■ **Material provided**

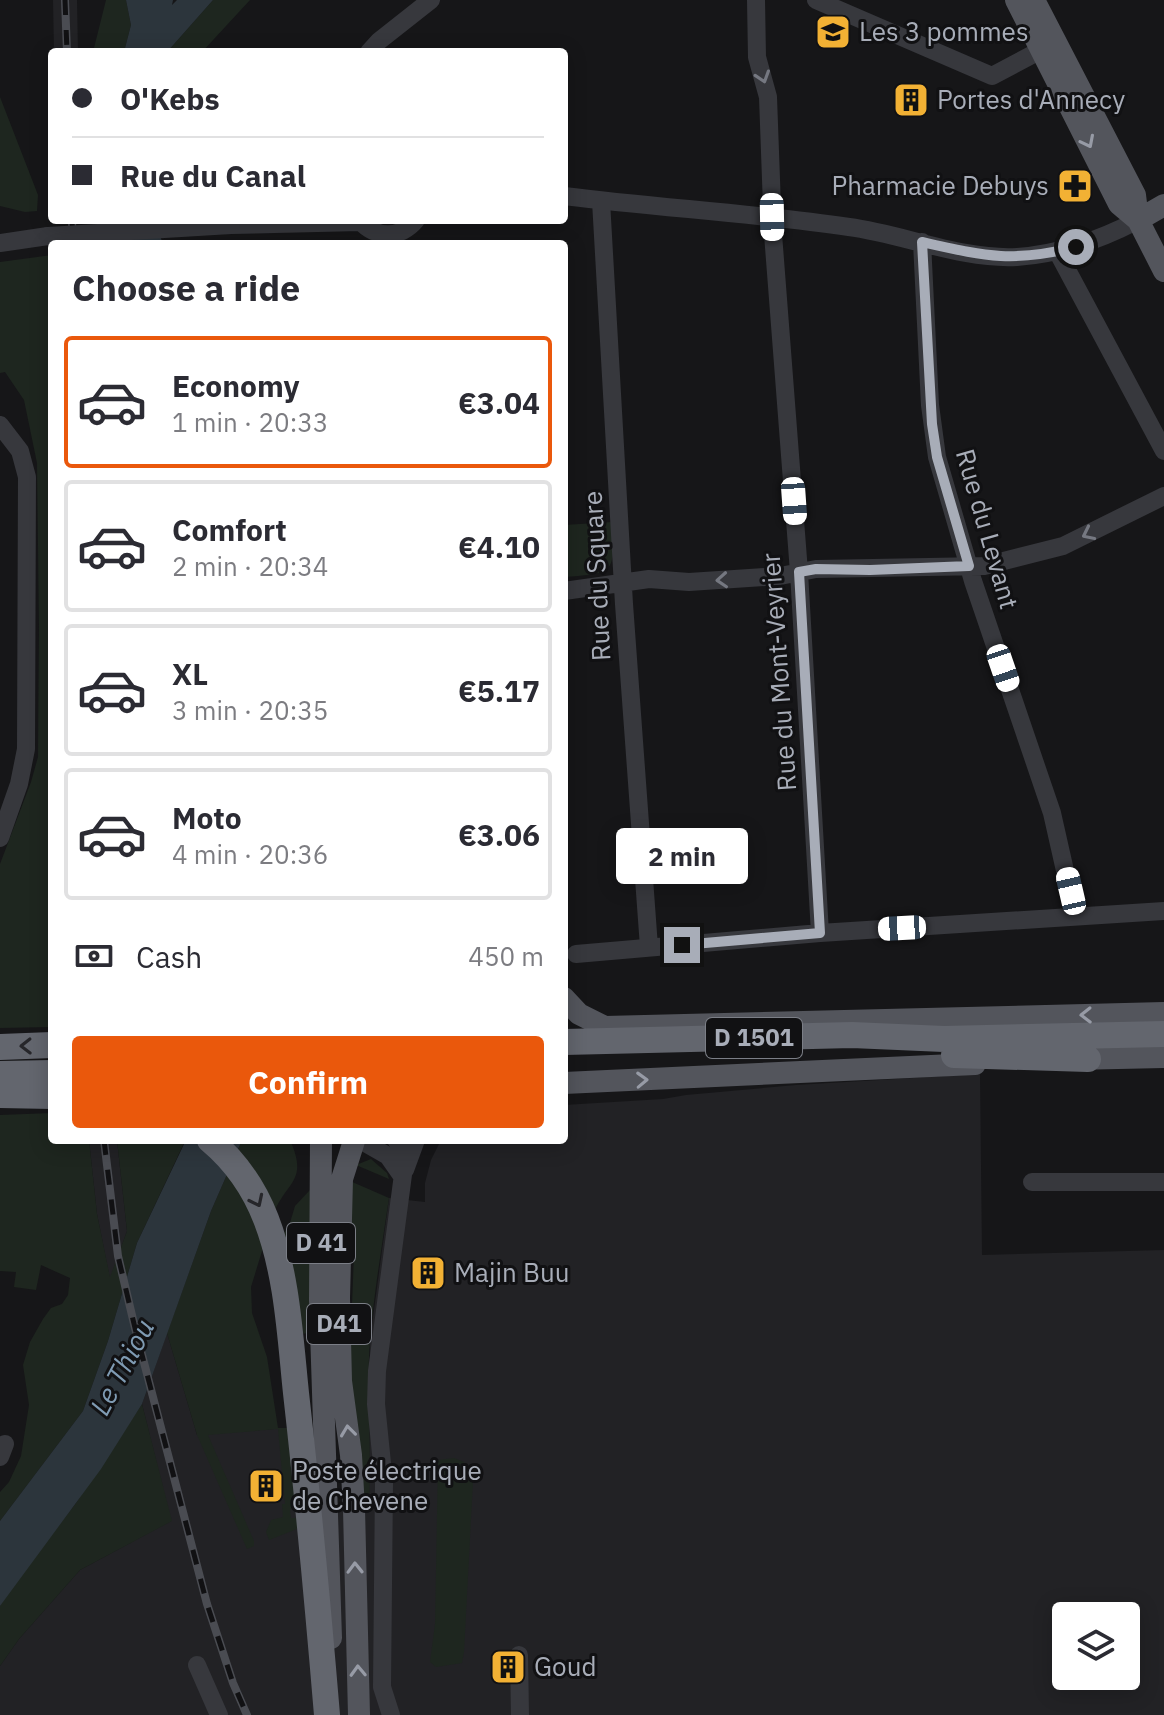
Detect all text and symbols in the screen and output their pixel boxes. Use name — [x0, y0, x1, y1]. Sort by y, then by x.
school or university icon: Les 3 pommes — [814, 13, 852, 51]
place label: Les 3 pommes — [859, 14, 1029, 48]
one-way arrow — [753, 69, 769, 83]
text: O'Kebs — [120, 79, 220, 118]
building icon: Portes d'Annecy — [892, 81, 930, 119]
place label: Portes d'Annecy — [937, 82, 1125, 116]
one-way arrow — [1079, 133, 1094, 148]
text: Rue du Canal — [120, 156, 306, 195]
pharmacy icon: Pharmacie Debuys — [1056, 167, 1094, 205]
place label: Pharmacie Debuys — [831, 168, 1049, 202]
car — [760, 193, 784, 241]
route start — [1058, 229, 1094, 265]
text: Choose a ride — [72, 264, 300, 311]
icon: car — [76, 366, 148, 438]
text: Economy — [172, 366, 300, 405]
text: €3.04 — [458, 383, 540, 422]
text: 1 min · 20:33 — [172, 405, 328, 439]
street label: Rue du Levant — [949, 445, 1027, 613]
car — [780, 476, 808, 526]
street label: Rue du Square — [575, 490, 617, 662]
icon: car — [76, 510, 148, 582]
text: Comfort — [172, 510, 287, 549]
one-way arrow — [1082, 524, 1096, 540]
text: €4.10 — [458, 527, 540, 566]
text: 2 min · 20:34 — [172, 549, 328, 583]
street label: Rue du Mont-Veyrier — [753, 551, 803, 792]
one-way arrow — [715, 571, 728, 588]
car — [984, 641, 1022, 695]
icon: car — [76, 654, 148, 726]
text: XL — [172, 654, 208, 693]
text: €5.17 — [458, 671, 540, 710]
text: 3 min · 20:35 — [172, 693, 328, 727]
icon: car — [76, 798, 148, 870]
text: Moto — [172, 798, 242, 837]
text: €3.06 — [458, 815, 540, 854]
callout: 2 min — [616, 829, 748, 885]
text: 4 min · 20:36 — [172, 837, 328, 871]
text: 2 min — [648, 839, 716, 873]
car — [1054, 865, 1088, 917]
car — [877, 915, 927, 941]
route end — [664, 927, 700, 963]
icon: cash — [72, 934, 116, 978]
text: Cash — [136, 937, 202, 976]
text: 450 m — [468, 939, 544, 973]
one-way arrow — [1079, 1006, 1092, 1023]
road number: D 1501 — [706, 1018, 802, 1058]
button: Confirm — [72, 1036, 544, 1128]
one-way arrow — [19, 1037, 32, 1055]
one-way arrow — [636, 1072, 649, 1089]
one-way arrow — [248, 1192, 263, 1207]
road number: D 41 — [287, 1223, 355, 1263]
building icon: Majin Buu — [409, 1254, 447, 1292]
place label: Majin Buu — [454, 1255, 569, 1289]
road number: D41 — [307, 1304, 371, 1344]
water label: Le Thiou — [81, 1312, 162, 1421]
one-way arrow — [340, 1424, 357, 1438]
place label: Poste électrique de Chevene — [292, 1453, 482, 1517]
building icon: Poste électrique de Chevene — [247, 1467, 285, 1505]
one-way arrow — [347, 1561, 364, 1574]
map controls — [1052, 1602, 1140, 1690]
button: layers — [1052, 1602, 1140, 1690]
building icon: Goud — [489, 1648, 527, 1686]
place label: Goud — [534, 1649, 596, 1683]
one-way arrow — [350, 1664, 367, 1677]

■ **Exercise goal**
Show all lines in the entries above where the word "Majin" appears.

■ **Exercise response**
building icon: Majin Buu — [409, 1254, 447, 1292]
place label: Majin Buu — [454, 1255, 569, 1289]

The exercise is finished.